Un’altra macro differenza riguarda il volto della cucina, che Baccano ha sempre affidato a un professionista. Dopo alcuni giri di boa, a orchestrare la regia dei fornelli di questa insaziabile macchina c’è oggi un’icona della ristorazione romana, Nabil Hadj Hassen. Sì, proprio lui, «il tunisino che fa la carbonara migliore di Roma». Dopo diciott’anni in casa Roscioli, ormai diventata più che una famiglia per questo incredibile professionista, è arrivata la chiamata “dell’ora o mai più”.
Baccano riparte con un nuovo leader, pronto a portare in tavola le idee di una mente fresca, un servizio con attenzioni ritrovate e una cura che torna a guardare al dettaglio e all’eleganza della mise en place (con piacere i tavoli sono ricoperti di tovaglie bianche e tovaglioli di stoffa ben inamidati).
Per Nabil Hadj Hassen è l’occasione di distaccarsi da un lavoro quasi esclusivamente incentrato sulla tradizione romana e sulla ricerca della materia prima d’eccellenza, per poter spaziare con ricette più personali, rivisitazioni di classici, contaminazioni, stagionalità (come il menu tartufo, per esempio). Il mare continua a essere protagonista in piatti nobili, ma in generale torna un lustro da grande cucina francese con ricette laboriose, celebrative e d’impatto.
Dal filetto di manzo alla Rossini con scaloppa di foie gras, spugnole e tartufo, alla catalana di astice alla Baccano (con gamberoni, capesante, datterino, patate di Avezzano, cipolla rossa di Tropea, aceto di Barolo e roux di aglio nero), dal tagliolino con burro di erbe aromatiche e caviale fino a una incredibile bouillabaisse alla provenzale (nel nostro caso con gamberi, gallinella e capasanta) servita con rouille di cozze, fumetto e patate.

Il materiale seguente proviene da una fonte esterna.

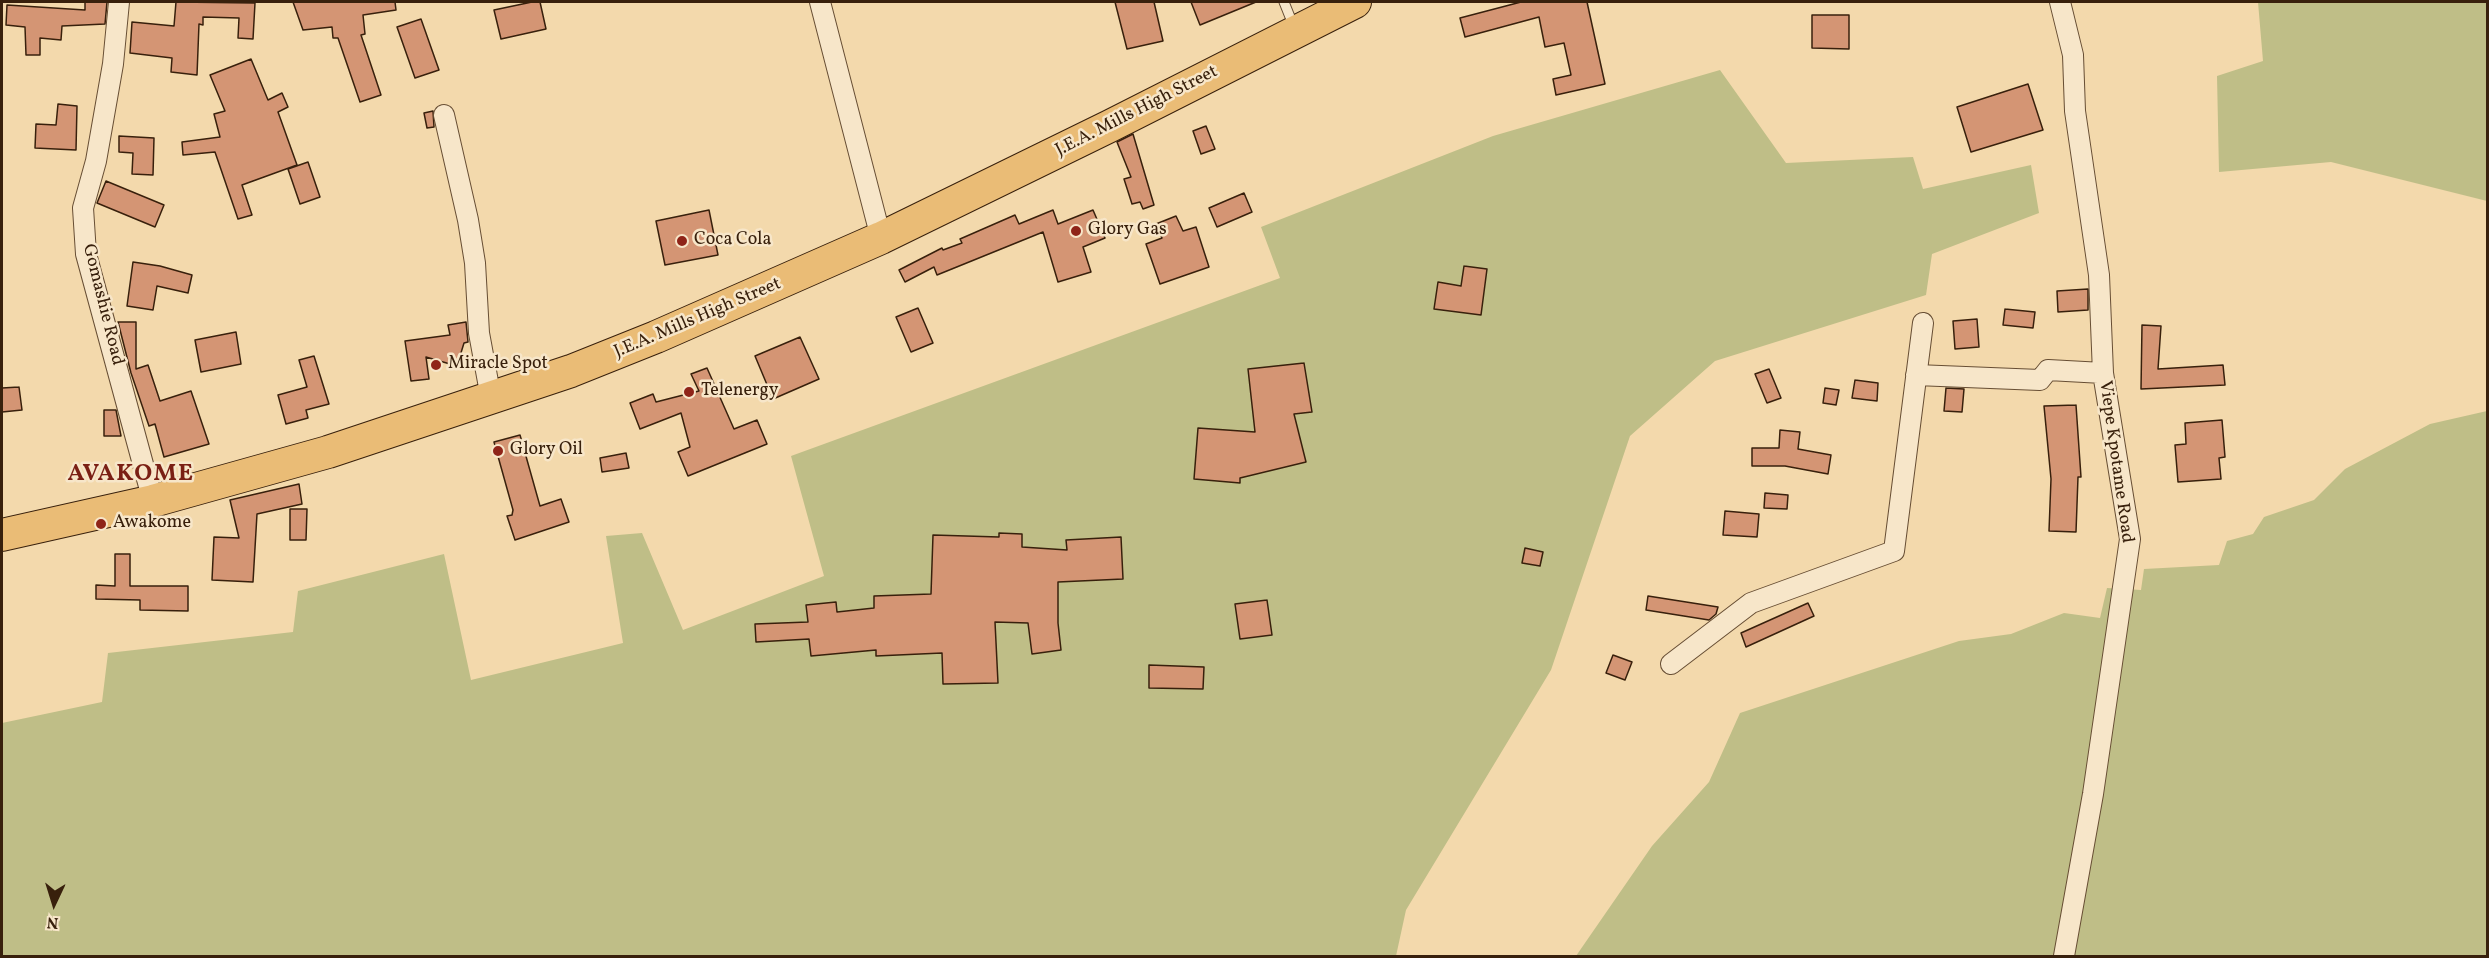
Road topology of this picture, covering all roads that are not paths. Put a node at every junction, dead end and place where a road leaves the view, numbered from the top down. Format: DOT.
graph roads {
  1 [pos="119,2"];
  2 [pos="820,2"];
  3 [pos="1284,2"];
  4 [pos="1353,2"];
  5 [pos="2060,2"];
  6 [pos="1297,31"];
  7 [pos="444,115"];
  8 [pos="881,238"];
  9 [pos="1923,323"];
  10 [pos="2103,373"];
  11 [pos="1916,375"];
  12 [pos="491,398"];
  13 [pos="153,501"];
  14 [pos="2,535"];
  15 [pos="1671,664"];
  16 [pos="2064,957"];
  1 -- 13 [label="street, Gomashie Road"];
  2 -- 8 [label="street"];
  3 -- 6 [label="lane"];
  4 -- 6 [label="highway, J.E.A. Mills High Street"];
  5 -- 10 [label="street, Viepe Kpotame Road"];
  6 -- 8 [label="highway, J.E.A. Mills High Street"];
  7 -- 12 [label="street"];
  8 -- 12 [label="highway, J.E.A. Mills High Street"];
  9 -- 11 [label="street"];
  10 -- 11 [label="street"];
  10 -- 16 [label="street, Viepe Kpotame Road"];
  11 -- 15 [label="street"];
  12 -- 13 [label="highway, J.E.A. Mills High Street"];
  13 -- 14 [label="highway, J.E.A. Mills High Street"];
}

A supervisionare la sala c’è un sorridente e amabile Daniele Vespa che, insieme all’insostituibile Vincenza Costa, lavora con dedizione per la messa a terra di un servizio premuroso, non invadente e smart.
Baccano è un locale complesso in ogni ora del giorno, pesante da un punto di vista gestionale ed emotivamente provante per via di una clientela spesso distratta, massificata e poco attenta. Dal restyling iniziato nel 2021 – con una ristrutturazione della carta dei vini tanto della proposta al calice quanto completa – oggi si assiste a un ritorno progressivo di atmosfera e stile nel servizio. Un po’ di scena non fa mai male e una tartare condita al tavolo così come un tiramisù assemblato davanti al cliente sono divertenti e ruffiani al punto giusto.
Che cosa manca ancora? Scarseggia la consapevolezza di una proposta bar, che vanta una bottigliera di tutto rispetto e che tende a passare in secondo piano. Per ora manca invece il calore di un pubblico locale fedele e affezionato, che bilanci l’orda straniera e possa apprezzare e valorizzare il lavoro di tutto il team. Uno degli obiettivi in cui la figura del nuovo chef, Nabil, giocherà un ruolo determinante e in cui è assolutamente pronto a partire.